Lei è Sara Curtis, ha 18 anni.
Nonostante la sua giovane età detiene il record dei 100 metri stile libero di nuoto che ha preso alla Divina Federica Pellegrini. Qualche giorno fa ha disputato a Singapore la finale dei 100 metri ai Mondiali di nuoto. Non era mai accaduto prima nella storia, chiudendo la prima vasca in seconda posizione. Non ha vinto una medaglia, ma è come se l’avesse vinta per quell’ingresso in finale tra le migliori al mondo. È un’atleta italiana della quale andare fieri.

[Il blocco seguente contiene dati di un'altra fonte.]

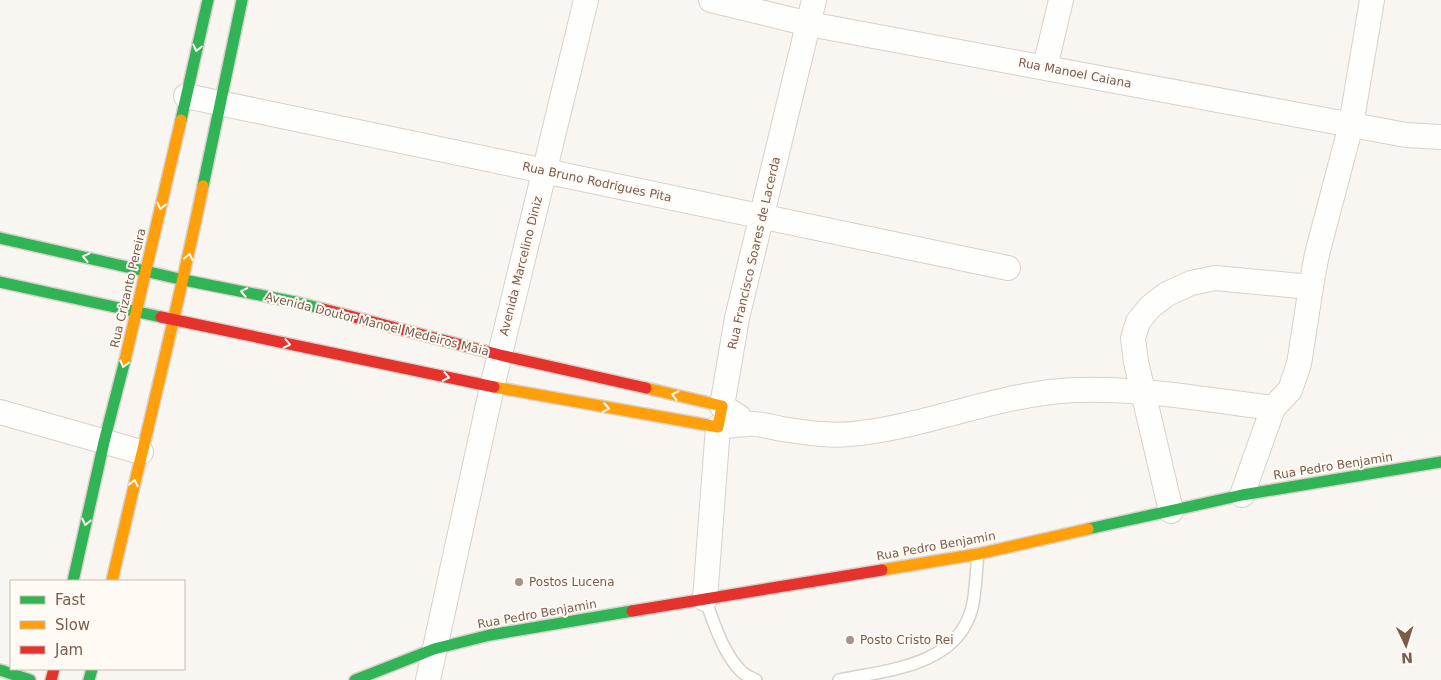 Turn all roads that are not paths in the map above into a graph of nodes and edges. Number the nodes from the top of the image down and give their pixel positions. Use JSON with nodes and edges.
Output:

Ma ha un problema. La madre è nigeriana e di conseguenza secondo qualcuno, lei non è pura, degna di rappresentare l’Italia, nonostante peraltro il padre sia italiano.
“Alcuni scrivono che i miei record italiani in realtà sono nigeriani: sono frasi che mi fanno ribrezzo. Mio papà è italiano, mia mamma è nata in Nigeria dove io non sono mai stata, ma un giorno ci andrò. Essere nata da due culture diverse è il mio grande arricchimento”.
Queste sono le sue parole. Parole di una ragazza discriminata perché ha un colore di pelle diverso dal nostro, che peraltro la rende ai miei occhi bellissima.

Ma non è italiana al 100% e di conseguenza va offesa, denigrata. I suoi record sminuiti.
Tutto questo è vergognoso, ridicolo. Questa ragazza mi auguro invece faccia tanta strada, alla faccia di chi non ha altro da fare che farla sentire diverse.
Sara tu e la tua famiglia siete i benvenuti nel nostro Paese. Grazie per come ci stai rappresentando nel mondo.